W-18 was first developed in Canada as a pain reliever and was promised to be less addictive than other opioids. The drug was patented in the United States and Canada in 1984 but no pharmaceutical company would pick it up until a Chinese chemist developed it to make a cheap drug that has a strong high.   

W-18 is not illegal in the U.S. but the risks are numerous. There are currently no blood tests available to doctors to test for W-18. This means that it would be very difficult to diagnose an overdose on this drug. W-18 has also never been tested on humans, only on lab rats. This makes the effects of the drug on humans unknown.

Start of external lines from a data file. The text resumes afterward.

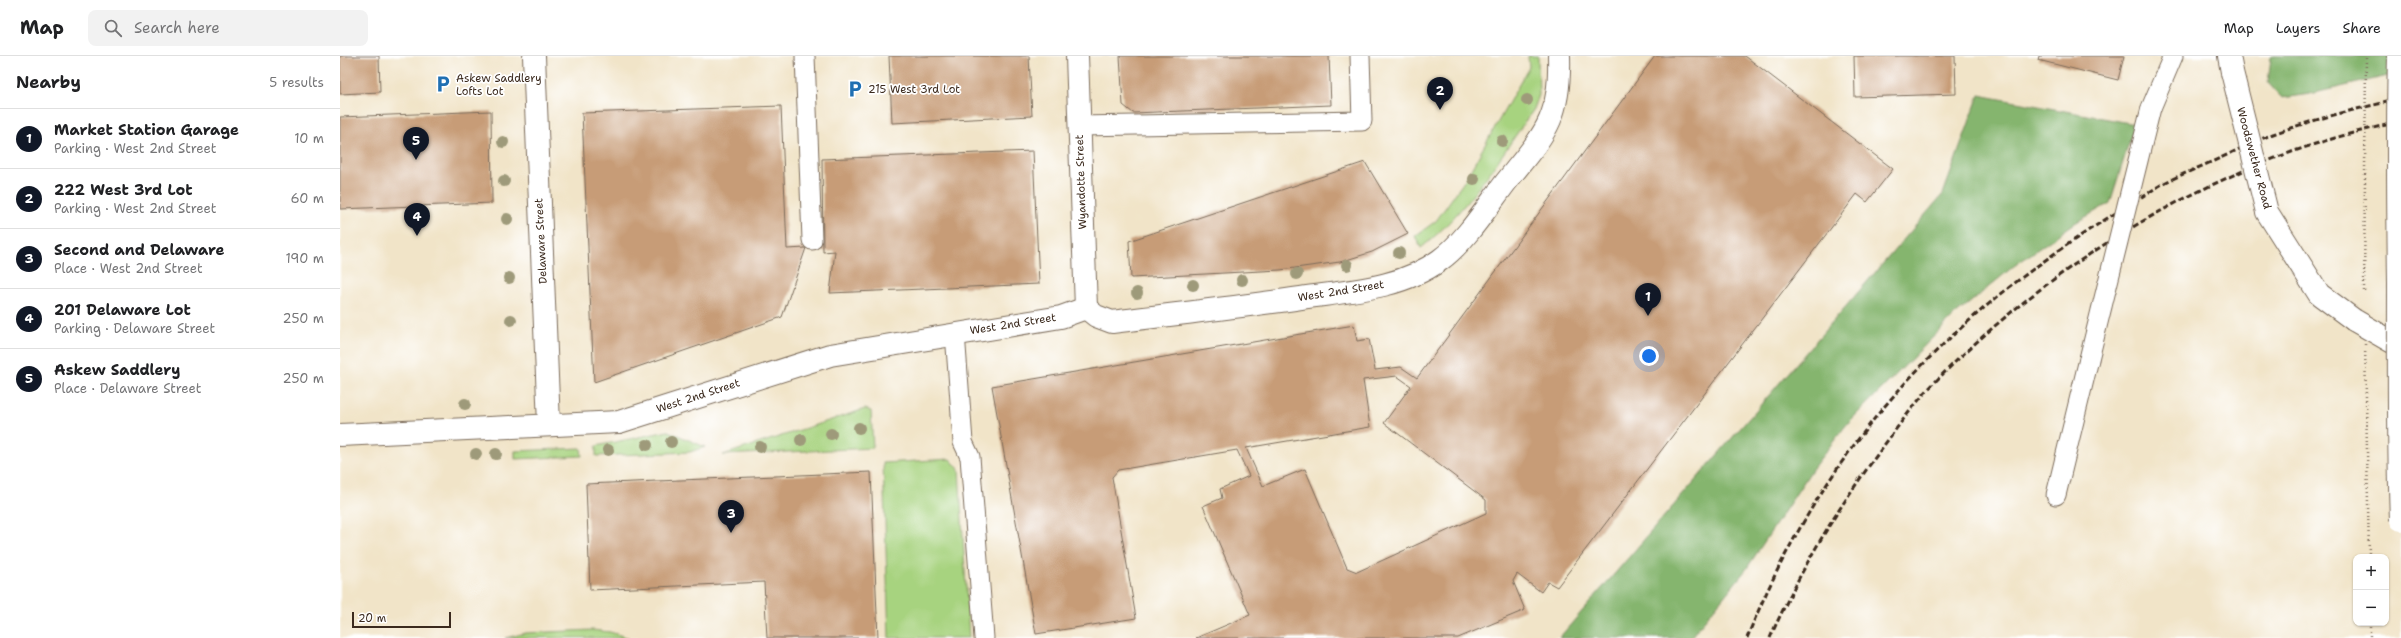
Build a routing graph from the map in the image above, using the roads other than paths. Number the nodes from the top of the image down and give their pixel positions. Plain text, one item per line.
1 (534, 56) edge
2 (805, 56) edge
3 (1077, 56) edge
4 (1360, 56) edge
5 (1559, 56) edge
6 (2173, 56) edge
7 (2399, 56) edge
8 (2231, 64) edge
9 (1079, 126) junction
10 (812, 240) dead end
11 (1086, 308) junction
12 (956, 333) junction
13 (2401, 347) edge
14 (549, 425) junction
15 (340, 435) edge
16 (2056, 495) dead end
17 (2401, 520) edge
18 (984, 638) edge

1 - 14 main road, Delaware Street
2 - 10 lane
3 - 9 main road, Wyandotte Street
4 - 9 lane
5 - 11 main road, West 2nd Street
6 - 16 lane, bridge
7 - 17 main road, bridge
8 - 13 main road, Woodswether Road, bridge
9 - 11 main road, Wyandotte Street
11 - 12 main road, West 2nd Street
12 - 14 main road, West 2nd Street
12 - 18 lane
14 - 15 main road, West 2nd Street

Authorities are not sure to what extent the drug has infiltrated the U.S. but there is evidence that it is being mixed with heroin and cocaine. If this information is accurate then W-18 could make the growing heroin epidemic even worse.

 

Panama Papers

Does anyone remember Wikileaks? Snowden? Well another information leak has happened again but this time it is the Panama Papers. On April 3, the International Consortium of Investigative Journalists (ICIJ) published several (try over eleven million) documents that reveal a business network involving current and former world leaders and their associates. This includes associates of Russian President Vladimir Putin (though he is never mentioned by name), the Fédération Internationale de Football Association (FIFA), the prime minister of Iceland Sigmundur David Gunnlaugsson and his wife and Argentina’s President Mauricio Macri. The documents imply that they are connected to several shell companies and offshore accounts, all tied to a Panama law firm called Mossack Fonseca. Gerard Ryle, the director of ICIJ, told CNN’s Christiane Amanpour: “These documents, if nothing else, raise an awful lot of questions.”

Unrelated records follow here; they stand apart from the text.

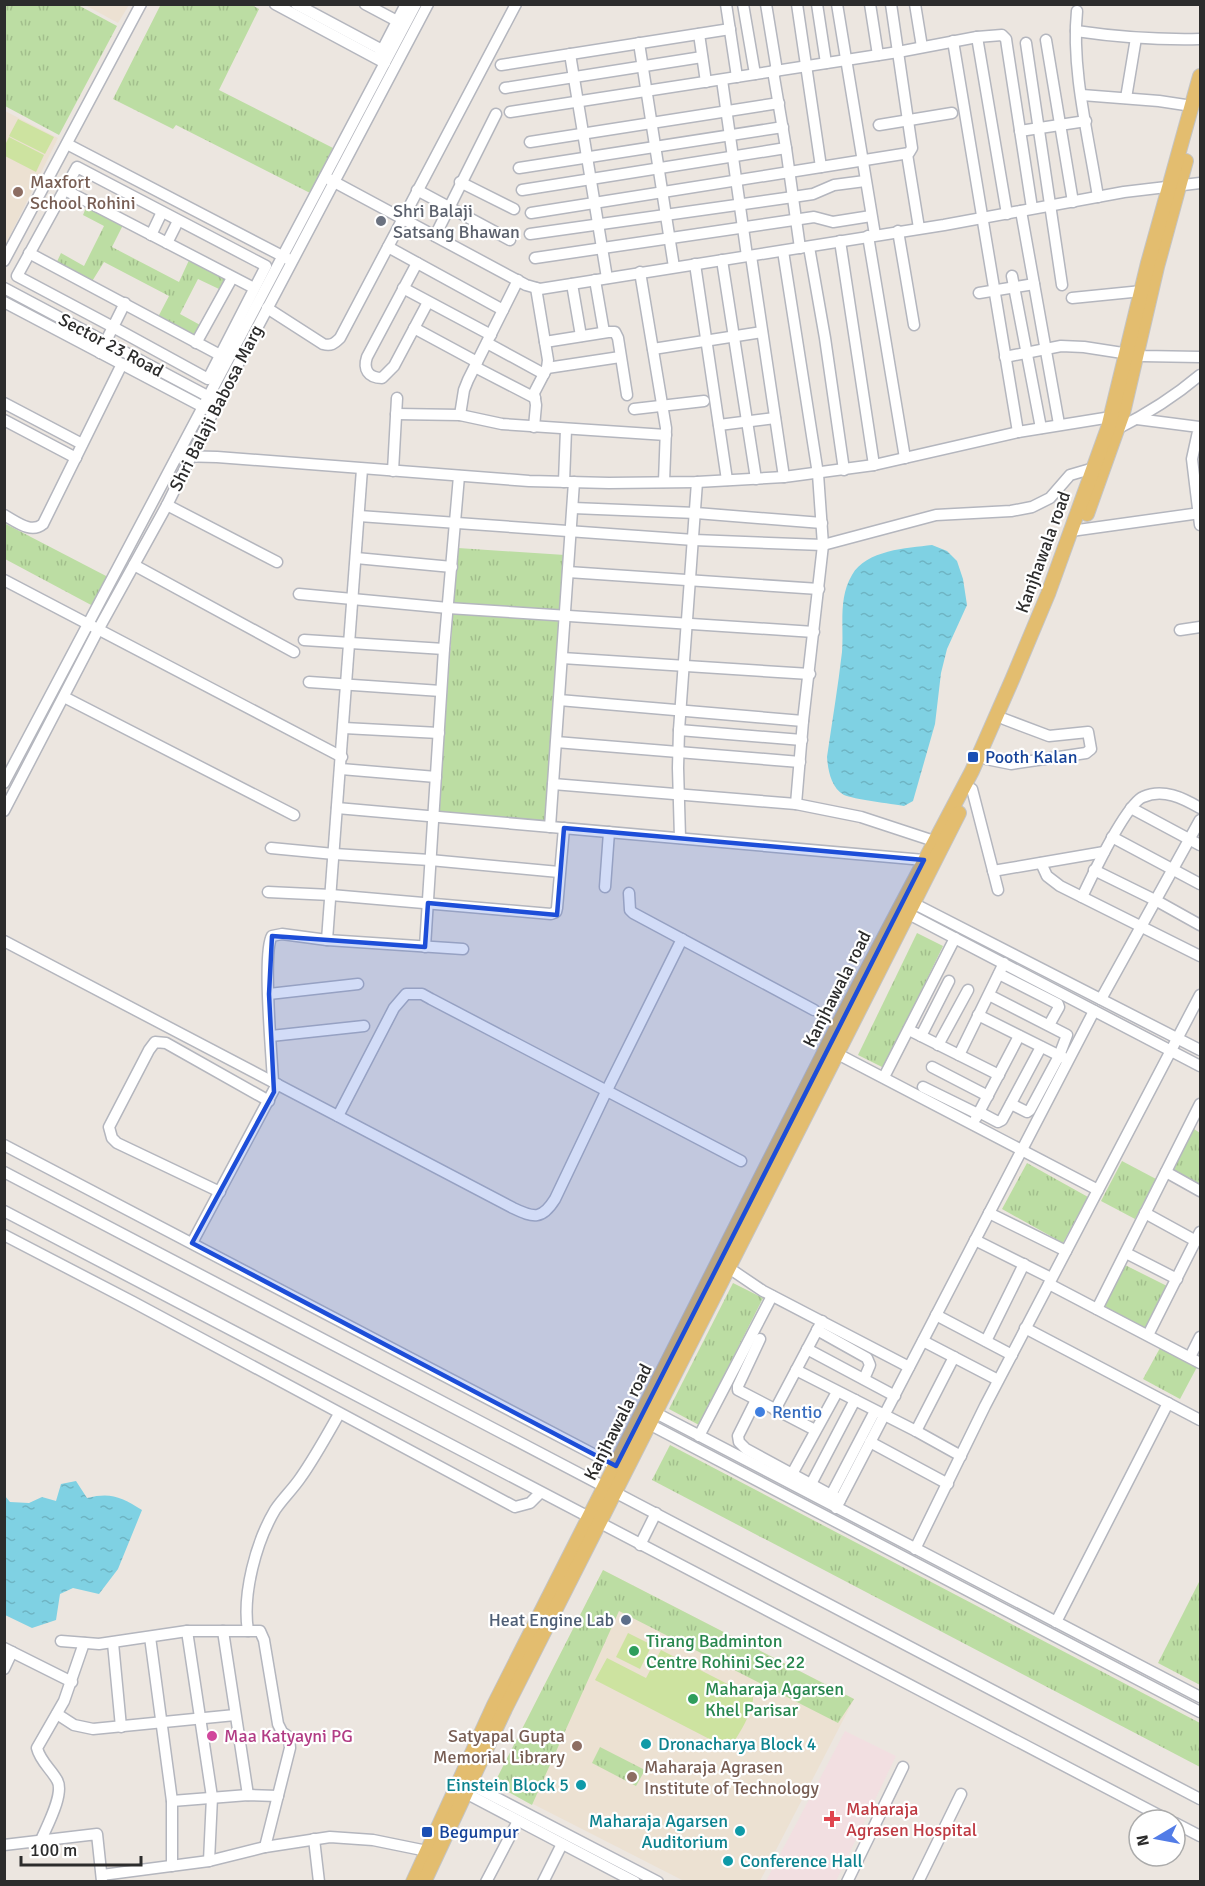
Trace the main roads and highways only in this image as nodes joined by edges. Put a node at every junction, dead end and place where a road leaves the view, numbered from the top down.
1 (1200, 76) edge
2 (1196, 107) edge
3 (1175, 185) junction
4 (1132, 354) junction
5 (1114, 423) junction
6 (1076, 531) junction
7 (906, 906) junction
8 (723, 1264) junction
9 (610, 1488) junction
10 (463, 1786) junction
11 (413, 1881) edge
12 (424, 1881) edge

1 - 2 main road, Kanjhawala road
2 - 3 main road, Kanjhawala road
3 - 4 main road, Kanjhawala road
3 - 4 main road, Kanjhawala road
4 - 5 main road, Kanjhawala road
5 - 6 main road, Kanjhawala road
5 - 6 main road, Kanjhawala road
6 - 7 main road, Kanjhawala road
6 - 7 main road, Kanjhawala road
7 - 8 main road, Kanjhawala road
8 - 9 main road, Kanjhawala road
8 - 9 main road, Kanjhawala road
9 - 10 main road, Kanjhawala road
10 - 11 main road, Kanjhawala road
10 - 12 main road, Kanjhawala road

Some of the officials mentioned in the documents have responded to the allegations. The Kremlin has denounced the papers as a series of lies that are attempting to hurt President Putin in the upcoming elections. The Icelandic prime minister’s office said that the holding company was for his wife’s assets, enjoyed no tax advantages and was created to avoid conflicts of interest in Iceland. A spokesman for President Macri denied any connection to the law firm. FIFA’s ethics committee said that they have launched an investigation into the matter.

The law firm itself has responded to the conflict. Mossack Fonseca released a statement on April 4 saying that it was the victim of a data breach and that nothing in the illegally obtained documents actually breaks the law. The firm’s cofounder Ramon Fonseca Mora told CNN that the published information is false and full of inaccuracies. No matter which side is right, Ryle is correct. These Panama papers raise questions about the world’s bureaucracy and where the money is going.

 

North Korean Missile Testing

Tensions continue to rise between North Korea and the rest of the world as North Korea reports that it has successfully tested a submarine-launched missile. This could pose an issue if North Korea ever tries to use these weapons in future attacks. Missiles fired from under the water are harder to detect and can give North Korea the element of surprise.

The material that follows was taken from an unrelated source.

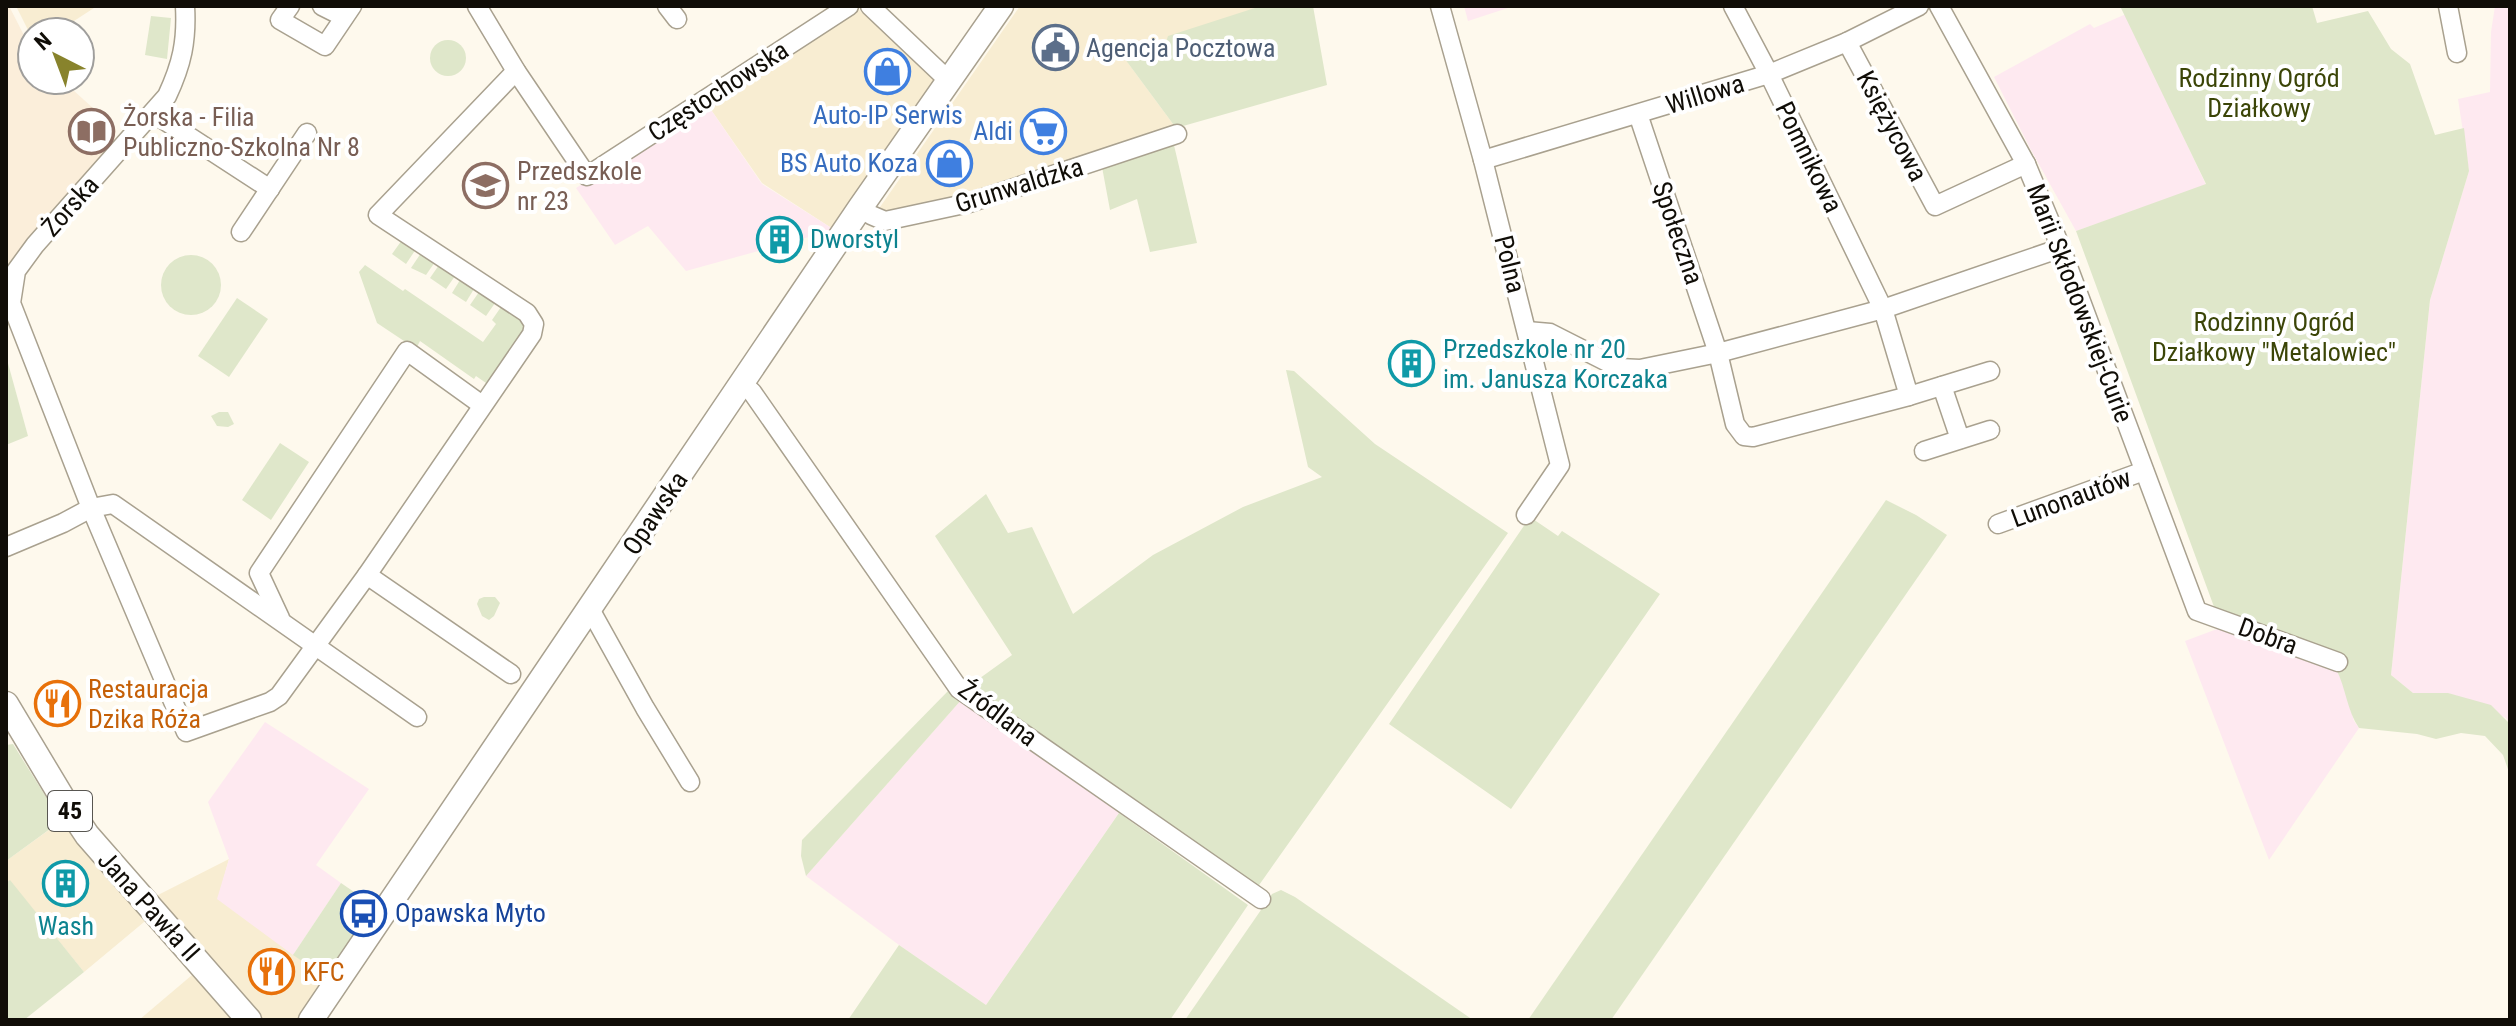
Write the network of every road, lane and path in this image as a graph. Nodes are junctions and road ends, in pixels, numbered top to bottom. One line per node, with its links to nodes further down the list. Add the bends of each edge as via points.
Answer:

It has been confirmed by South Korea and the United States that there was a missile fired but it only traveled 19 miles (as opposed to the typical 186 miles) and will not pose a threat to North America. Despite these assurances the U.S. State Department stated that it intends to limit the travel of North Korean Foreign Minister Ri Su Yong and his delegation to U.N. functions in New York.

However, Foreign Minister Ri has said that North Korea would halt its military tests if the U.S. stops its annual military exercises with South Korea. He said that North Korea only developed nuclear weapons in self-defense and suspending the military exercises would lessen tensions and open diplomatic relations. The Foreign Ministry of South Korea said that it will not be considering the offer so there will likely be no friendly relations between the U.S. and North Korea anytime soon.